Materials and methods

Plant materials

An F6 RIL population of 309 lines derived from a cross between CIMMYT spring wheat cultivars Berkut (pedigree: Irena/Babax//Pastor) and Worrakatta was used in the study. Berkut and Worrakatta showed moderate and high drought tolerance, and the comprehensive evaluation D-values of Berkut and Worrakatta were 0.17 and 0.57, respectively, to PEG6000 at the germination stage. All RILs and parents were grown in Manasi (44.18°N, 86.13°E) in Xinjiang province of China in 2018. Field trials were arranged in a randomized complete block design with three replications. Eighty seeds of each line were planted in 2 m rows with a spacing of 20 cm between rows. Field management was performed according to local practices. Seeds of parents and RILs were harvested for subsequent experiments.

Seed drought stress treatments

Trials with control and stress treatments were carried out to evaluate the germination related traits in the RILs and parents from August 2018 to January 2019. To exclude the influence of other organisms on the trials, wheat seeds were disinfected before the stress treatment.

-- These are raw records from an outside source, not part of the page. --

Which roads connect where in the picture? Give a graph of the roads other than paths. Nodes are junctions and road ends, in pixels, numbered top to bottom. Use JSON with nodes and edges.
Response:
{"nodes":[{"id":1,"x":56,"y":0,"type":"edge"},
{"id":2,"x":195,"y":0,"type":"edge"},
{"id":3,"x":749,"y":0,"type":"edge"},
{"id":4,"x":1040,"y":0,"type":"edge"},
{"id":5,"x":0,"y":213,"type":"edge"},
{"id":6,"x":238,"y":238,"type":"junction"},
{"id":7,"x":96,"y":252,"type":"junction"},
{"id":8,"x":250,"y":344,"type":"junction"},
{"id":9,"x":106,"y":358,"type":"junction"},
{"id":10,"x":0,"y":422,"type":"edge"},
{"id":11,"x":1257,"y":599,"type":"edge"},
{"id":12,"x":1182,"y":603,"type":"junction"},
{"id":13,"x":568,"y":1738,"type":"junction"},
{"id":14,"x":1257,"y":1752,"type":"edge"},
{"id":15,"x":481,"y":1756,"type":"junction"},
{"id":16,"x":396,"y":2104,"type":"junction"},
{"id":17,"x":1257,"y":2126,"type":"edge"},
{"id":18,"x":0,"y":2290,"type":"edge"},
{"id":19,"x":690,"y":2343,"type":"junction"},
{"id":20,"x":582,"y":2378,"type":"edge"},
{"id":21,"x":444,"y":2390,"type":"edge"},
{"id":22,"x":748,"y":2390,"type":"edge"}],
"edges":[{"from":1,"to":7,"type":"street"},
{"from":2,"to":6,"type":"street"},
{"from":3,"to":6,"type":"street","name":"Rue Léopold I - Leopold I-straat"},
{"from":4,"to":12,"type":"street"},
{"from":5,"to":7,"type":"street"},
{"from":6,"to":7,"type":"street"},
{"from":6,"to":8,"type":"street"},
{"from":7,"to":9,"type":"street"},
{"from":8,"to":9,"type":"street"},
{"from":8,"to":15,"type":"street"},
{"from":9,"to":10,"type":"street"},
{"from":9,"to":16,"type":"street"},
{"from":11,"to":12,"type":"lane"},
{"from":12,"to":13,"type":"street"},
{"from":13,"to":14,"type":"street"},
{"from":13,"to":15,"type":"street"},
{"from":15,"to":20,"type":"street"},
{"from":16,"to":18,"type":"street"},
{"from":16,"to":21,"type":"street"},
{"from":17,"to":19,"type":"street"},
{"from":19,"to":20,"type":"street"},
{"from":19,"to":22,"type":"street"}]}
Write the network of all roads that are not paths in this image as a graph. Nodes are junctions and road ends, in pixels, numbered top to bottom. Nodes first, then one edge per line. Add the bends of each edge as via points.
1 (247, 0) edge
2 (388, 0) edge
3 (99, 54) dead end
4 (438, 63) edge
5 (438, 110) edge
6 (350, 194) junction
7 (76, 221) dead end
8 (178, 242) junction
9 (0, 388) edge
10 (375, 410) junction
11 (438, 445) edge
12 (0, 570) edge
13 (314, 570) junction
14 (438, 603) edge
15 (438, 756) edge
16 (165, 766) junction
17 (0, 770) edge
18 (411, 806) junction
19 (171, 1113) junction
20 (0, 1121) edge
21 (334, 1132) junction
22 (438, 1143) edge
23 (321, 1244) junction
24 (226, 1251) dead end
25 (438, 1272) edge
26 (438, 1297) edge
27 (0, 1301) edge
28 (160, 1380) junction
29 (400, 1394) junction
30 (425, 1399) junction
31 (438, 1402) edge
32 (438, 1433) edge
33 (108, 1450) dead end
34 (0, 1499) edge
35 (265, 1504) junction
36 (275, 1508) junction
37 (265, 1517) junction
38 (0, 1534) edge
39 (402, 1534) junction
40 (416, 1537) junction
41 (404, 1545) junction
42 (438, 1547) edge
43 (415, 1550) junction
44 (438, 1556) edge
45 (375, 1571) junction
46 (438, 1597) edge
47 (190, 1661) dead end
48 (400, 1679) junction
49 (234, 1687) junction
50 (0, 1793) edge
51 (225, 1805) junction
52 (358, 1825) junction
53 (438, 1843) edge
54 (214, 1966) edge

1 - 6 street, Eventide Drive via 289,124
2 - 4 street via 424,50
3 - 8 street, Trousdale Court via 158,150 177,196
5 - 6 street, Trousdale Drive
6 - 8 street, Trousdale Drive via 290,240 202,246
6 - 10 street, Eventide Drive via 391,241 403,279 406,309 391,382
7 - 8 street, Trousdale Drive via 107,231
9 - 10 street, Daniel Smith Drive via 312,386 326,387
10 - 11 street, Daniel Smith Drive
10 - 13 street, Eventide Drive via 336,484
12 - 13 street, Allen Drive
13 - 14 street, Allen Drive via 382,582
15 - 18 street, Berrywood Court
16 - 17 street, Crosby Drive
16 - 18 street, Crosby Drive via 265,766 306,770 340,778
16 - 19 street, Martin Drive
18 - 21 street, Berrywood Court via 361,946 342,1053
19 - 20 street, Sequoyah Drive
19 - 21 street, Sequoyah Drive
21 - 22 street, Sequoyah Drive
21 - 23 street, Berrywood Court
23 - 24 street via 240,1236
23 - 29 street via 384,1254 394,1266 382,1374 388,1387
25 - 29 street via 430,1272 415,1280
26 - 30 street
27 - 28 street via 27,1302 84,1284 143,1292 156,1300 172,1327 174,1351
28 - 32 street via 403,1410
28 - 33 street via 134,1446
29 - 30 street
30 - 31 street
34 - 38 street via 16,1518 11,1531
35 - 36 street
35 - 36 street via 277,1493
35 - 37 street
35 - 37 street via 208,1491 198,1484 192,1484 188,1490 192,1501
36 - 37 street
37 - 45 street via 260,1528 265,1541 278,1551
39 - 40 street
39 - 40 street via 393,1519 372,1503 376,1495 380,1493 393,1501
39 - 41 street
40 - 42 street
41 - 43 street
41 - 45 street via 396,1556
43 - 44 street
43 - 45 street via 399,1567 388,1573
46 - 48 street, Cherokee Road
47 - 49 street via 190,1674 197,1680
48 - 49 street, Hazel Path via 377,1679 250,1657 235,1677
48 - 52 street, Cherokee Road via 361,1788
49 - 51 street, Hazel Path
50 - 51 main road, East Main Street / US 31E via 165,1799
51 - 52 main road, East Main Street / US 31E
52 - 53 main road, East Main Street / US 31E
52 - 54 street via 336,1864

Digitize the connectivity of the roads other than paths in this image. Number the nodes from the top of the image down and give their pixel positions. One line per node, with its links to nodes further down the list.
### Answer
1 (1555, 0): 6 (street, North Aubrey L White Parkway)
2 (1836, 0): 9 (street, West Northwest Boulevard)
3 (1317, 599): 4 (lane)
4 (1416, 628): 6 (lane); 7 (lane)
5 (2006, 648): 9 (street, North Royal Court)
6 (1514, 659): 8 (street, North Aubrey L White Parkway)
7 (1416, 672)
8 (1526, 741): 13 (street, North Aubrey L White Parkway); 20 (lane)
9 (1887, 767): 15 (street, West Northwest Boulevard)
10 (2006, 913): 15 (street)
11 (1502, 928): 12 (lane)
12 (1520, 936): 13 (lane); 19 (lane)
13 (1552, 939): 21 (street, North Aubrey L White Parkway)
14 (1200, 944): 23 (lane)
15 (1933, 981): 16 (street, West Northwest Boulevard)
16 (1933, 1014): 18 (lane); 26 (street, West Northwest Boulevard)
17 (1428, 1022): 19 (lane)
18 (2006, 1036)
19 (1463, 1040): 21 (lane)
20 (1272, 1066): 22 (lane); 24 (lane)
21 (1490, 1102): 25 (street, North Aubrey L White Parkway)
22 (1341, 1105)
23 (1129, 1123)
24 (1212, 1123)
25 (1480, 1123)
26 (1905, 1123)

Six hundred seeds of each line with uniform size, full-grain and free of pest were selected and dipped into 70.0% ethanol for 1 min, washed in distilled water for five times and then soaked in 0.1% HgCl2 solution for 15 min, rinsed with distilled water for five times. One hundred seeds of each line were placed randomly and uniformly on single-layer filter papers on a germination dish (10 cm × 10 cm × 5 cm) with three replications for the PEG6000 treatment and three control treatments. Subsequently, 12 ml of 20.0% (W = −0.50 MPa) PEG6000 solution was added to the first three replications, while the same amount of deionized water was used for the three replications of control. The germination dishes were kept in a Percival intelligent light incubator (Model LT-36VL, www.percival-scientific.com) at 20 °C for an 18-h light/6-h dark photoperiod, with a light intensity of 150 μmol/m2 s and 60.0% of relative humidity for 7 d.

Trait measurements

The germination criterion was that the radicle length was equal to the seed length, or the germ length was larger than or equal to 1/2 of the seed length. Seven traits related to germination were evaluated. The germination potential (GP) was determined as GP = (n/N) × 100%, where n represents the number of germinated seeds on the 3rd day and N represents the number of total seeds. The GR was calculated by the formula GR = (n/N) × 100%, where n represents the number of germinated seeds on the 7th day and N represents the number of total seeds. Germination index (GI) = Σ (Gt/Dt), where Gt represents the number of germinated seeds on the t-th day and Dt represents the corresponding germination days. After the 7th day of germination, 10 germinated seedlings each replication were randomly selected, and the root number (RN), RL, shoot height (SH) and CL were measured with a ruler. The DTC was calculated using the equation: DTC = the measured values under PEG stress/the measured values of the control. The drought tolerance involving multiple traits was successfully judged by the comprehensive drought tolerance evaluation (D-value) based on DTC in the tested cultivars (Osipova et al., Reference Osipova, Permyakov, Permyakova, Rudikovskaya, Pomortsev, Verkhoturov and Pshenichnikova2020; Zou et al., Reference Zou, Hu, Li, He, Zhu and Zhou2020). The D-value was calculated by the formula of Zou et al. (Reference Zou, Hu, Li, He, Zhu and Zhou2020).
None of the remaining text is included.